After Arallu‘s disappointing previous two releases, Six and En Olam, I feared they were running out of creative new ideas, but luckily, I couldn’t have been more wrong. I don’t think Six or En Olam were bad, per se. It’s just that, unlike the first five Arallu albums, they lacked a sense of identity or distinguishing features (apart from two or three songs), thus amounting to two rather unmemorable records. But thankfully, Death Covenant will make sure you remember it, and for all the right reasons.

Let’s start off by acknowledging the change of style. Up until now, a prominent thrash metal influence was always apparent in Arallu‘s music, adding a lot of D-beats and rhythmic riffs to the mix, à la Sathanas, Aura Noir, and Desaster. However on Death Covenant, Arallu took on a style more similar to traditional black metal bands, like Dark Funeral, Mayhem, and Satyricon. For the first time ever, there’s an emphasis on atmosphere within the band’s sound.
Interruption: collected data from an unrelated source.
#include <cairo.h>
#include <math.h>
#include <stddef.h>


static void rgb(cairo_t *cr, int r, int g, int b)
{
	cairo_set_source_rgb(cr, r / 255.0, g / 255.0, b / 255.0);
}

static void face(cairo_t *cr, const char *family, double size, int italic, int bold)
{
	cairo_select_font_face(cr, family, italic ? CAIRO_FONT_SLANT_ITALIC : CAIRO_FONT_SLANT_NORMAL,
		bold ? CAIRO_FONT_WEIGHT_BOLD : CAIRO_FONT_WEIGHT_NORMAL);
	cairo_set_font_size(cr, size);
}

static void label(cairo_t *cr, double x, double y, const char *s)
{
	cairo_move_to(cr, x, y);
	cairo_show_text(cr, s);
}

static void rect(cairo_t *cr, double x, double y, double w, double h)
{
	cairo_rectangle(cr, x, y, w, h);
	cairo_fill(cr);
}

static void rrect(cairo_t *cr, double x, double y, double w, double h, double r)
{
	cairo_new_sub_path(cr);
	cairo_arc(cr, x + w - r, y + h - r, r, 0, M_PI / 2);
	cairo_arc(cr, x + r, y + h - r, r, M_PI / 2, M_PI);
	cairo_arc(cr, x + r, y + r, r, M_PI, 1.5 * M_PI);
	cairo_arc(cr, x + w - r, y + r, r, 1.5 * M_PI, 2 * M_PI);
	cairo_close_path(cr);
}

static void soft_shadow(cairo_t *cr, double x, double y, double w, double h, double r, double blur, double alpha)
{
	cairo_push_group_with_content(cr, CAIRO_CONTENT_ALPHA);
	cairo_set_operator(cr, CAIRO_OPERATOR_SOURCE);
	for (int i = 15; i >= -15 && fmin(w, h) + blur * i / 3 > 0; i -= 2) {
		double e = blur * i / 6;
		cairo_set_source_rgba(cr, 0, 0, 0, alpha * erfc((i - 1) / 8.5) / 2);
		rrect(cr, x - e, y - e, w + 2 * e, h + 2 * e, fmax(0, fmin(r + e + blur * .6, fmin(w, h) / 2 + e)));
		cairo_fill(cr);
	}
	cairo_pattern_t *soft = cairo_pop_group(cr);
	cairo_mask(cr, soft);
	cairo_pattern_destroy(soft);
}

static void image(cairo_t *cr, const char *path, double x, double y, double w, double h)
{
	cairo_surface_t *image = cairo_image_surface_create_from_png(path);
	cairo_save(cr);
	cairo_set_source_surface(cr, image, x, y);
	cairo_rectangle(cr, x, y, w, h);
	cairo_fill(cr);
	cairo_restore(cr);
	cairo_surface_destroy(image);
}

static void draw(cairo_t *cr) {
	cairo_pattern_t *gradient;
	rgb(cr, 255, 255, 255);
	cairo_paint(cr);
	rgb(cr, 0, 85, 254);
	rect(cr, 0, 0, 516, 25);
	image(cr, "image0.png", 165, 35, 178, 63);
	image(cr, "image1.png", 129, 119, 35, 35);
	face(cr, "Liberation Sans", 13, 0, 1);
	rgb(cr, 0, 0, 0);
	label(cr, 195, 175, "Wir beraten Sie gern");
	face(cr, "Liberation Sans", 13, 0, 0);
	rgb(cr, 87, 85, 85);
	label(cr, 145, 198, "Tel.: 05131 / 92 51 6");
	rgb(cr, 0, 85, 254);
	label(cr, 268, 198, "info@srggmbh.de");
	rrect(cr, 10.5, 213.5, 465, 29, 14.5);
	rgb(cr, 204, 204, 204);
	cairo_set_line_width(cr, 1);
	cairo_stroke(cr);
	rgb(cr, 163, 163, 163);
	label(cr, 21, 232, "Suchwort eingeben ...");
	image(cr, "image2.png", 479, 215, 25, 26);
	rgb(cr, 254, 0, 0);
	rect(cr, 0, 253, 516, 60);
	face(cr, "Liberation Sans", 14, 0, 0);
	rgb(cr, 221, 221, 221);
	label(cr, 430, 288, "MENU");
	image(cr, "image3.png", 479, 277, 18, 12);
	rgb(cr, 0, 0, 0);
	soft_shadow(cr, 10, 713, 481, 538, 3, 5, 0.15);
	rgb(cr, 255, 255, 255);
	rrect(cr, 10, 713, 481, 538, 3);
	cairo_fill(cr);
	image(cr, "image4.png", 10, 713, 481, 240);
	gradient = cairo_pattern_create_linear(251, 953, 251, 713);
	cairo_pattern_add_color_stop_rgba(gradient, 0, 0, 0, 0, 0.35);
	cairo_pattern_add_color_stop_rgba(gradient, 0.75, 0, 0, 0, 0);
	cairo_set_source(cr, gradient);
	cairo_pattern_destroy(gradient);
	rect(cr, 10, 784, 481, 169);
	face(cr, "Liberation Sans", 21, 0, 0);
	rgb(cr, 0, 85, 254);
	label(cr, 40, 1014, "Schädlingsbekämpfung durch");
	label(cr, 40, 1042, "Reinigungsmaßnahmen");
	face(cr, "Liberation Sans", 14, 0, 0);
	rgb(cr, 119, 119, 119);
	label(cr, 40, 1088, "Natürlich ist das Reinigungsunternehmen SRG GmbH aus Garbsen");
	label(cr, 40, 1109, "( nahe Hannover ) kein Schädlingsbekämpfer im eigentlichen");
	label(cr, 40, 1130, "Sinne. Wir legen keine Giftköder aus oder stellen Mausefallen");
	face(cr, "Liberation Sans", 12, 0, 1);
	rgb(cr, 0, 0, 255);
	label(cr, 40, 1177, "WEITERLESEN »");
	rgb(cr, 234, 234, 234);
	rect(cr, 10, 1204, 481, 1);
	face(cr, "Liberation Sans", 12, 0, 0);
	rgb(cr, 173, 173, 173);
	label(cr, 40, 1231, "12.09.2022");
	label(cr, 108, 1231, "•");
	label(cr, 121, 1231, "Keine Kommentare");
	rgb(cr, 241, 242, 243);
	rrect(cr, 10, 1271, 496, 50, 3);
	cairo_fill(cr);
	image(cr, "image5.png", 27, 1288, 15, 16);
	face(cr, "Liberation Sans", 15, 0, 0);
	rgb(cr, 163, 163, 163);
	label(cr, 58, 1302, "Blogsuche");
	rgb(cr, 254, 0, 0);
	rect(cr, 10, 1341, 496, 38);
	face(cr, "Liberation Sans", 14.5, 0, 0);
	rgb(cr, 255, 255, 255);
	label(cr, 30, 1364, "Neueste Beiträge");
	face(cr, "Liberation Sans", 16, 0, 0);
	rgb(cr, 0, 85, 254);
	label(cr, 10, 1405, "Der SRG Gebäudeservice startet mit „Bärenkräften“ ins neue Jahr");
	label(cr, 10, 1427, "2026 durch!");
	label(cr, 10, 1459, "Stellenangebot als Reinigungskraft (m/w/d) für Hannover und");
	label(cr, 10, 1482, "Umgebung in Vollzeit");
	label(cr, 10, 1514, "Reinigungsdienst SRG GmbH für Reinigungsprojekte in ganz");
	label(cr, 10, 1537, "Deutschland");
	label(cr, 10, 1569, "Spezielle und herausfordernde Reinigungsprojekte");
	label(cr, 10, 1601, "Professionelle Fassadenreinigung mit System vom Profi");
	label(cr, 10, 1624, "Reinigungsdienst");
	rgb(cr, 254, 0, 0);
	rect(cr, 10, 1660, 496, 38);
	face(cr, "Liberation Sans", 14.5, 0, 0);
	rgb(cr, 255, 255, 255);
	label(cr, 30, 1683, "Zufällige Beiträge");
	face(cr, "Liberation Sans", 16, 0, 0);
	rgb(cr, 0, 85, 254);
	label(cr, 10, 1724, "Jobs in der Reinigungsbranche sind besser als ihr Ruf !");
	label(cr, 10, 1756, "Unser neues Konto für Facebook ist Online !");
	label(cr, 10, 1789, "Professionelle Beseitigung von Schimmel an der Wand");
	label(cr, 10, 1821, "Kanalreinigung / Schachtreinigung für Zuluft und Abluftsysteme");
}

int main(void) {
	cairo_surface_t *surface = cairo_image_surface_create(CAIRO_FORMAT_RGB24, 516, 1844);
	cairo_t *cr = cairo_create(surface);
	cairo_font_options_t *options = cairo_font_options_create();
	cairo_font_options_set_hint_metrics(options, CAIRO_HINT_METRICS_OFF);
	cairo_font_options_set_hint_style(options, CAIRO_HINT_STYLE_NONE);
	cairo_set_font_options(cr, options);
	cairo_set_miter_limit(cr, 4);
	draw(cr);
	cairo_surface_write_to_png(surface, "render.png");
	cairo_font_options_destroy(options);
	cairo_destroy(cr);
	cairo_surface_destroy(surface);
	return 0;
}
Despite the thrash influence being gone, Death Covenant still sounds like Arallu. Butchered’s unhinged vocal style is just as intense as it was on previous albums, the lyrics are as blasphemous as ever, and the Middle Eastern folk instruments are all there.

In the interview I had with Butchered earlier this year, he stated that during the making of Death Covenant, Arallu took a new approach towards riffing, “…we started off by writing metal riffs on a saz [Middle Eastern string instrument] and only added the guitars later…”. Through this change, Arallu brought the Middle Eastern folk metal formula to its logical conclusion. As a result, said folk influence is stronger here than it is on nearly any other Arallu album, except maybe Desert Battles, which is saying a lot.

Every song on Death Covenant is a gem. The fourth track in particular, “Under Jerusalem’s Temple Mount,” is arguably the crux of the album, and not just because the words “Death Covenant” are chanted in the chorus. The song has all the previously mentioned aspects found throughout the album, just super-charged. But that’s not to say it’s the only song that possesses its own identity. “Satanic Spirit” is a haunting ode to demonic hallucinations that’s just as intense as it is well written, with paradoxical lyrics such as “bleeding and the heat freezes my skin.” “Empire of Salt” is a not-so-delicate mix of calming atmosphere with brief spurts of visceral grit. And “Skeleton Battlefields” has an intro that’ll make your skin crawl, but I’d rather not spoil the surprise for you.

Even the chill intermission song, “Mystical Sultan,” is excellent in its own right. Apart from proving Arallu capable of nailing a full-on ambient black metal song, it ends with a rock ‘n’ roll-esque guitar solo, which isn’t something I was expecting at all, but I gotta say, I’m pleasantly surprised. Perhaps Butchered and the gang took some notes from Inquisition or Deströyer 666 on that last part.

Sadly though, Death Covenant isn’t perfect. The flaw that sets it back from being their finest work yet is the ridiculous overuse of vocal layering. Arallu have implemented this element tactfully before, but here, it’s abused so much to a point where Butchered’s usually awesome vocals end up occasionally sounding like a clusterfuck which is trying way too hard to be intimidating and ferocious. This doesn’t ruin any of the songs, nor does it prevent Death Covenant from being an incredible album, but it could have been even better if Arallu realized their music is already as intimidating and ferocious as can be.

Nevertheless, Death Covenant still kicks ass. It’s more different than any other Arallu album, but not to a point where they sound desperate to appeal to a separate audience. It’s different because the band evolved and took their style to a new level. This is easily one of the best albums they’ve ever released, and an amazing comeback from the rut they’ve been stuck in for the last few years. Death Covenant is coming out on November 11th; no honest black metal head should miss out on this one.

TL;DR: Even if Arallu used a different colored spark, they still succeeded in reigniting the fire.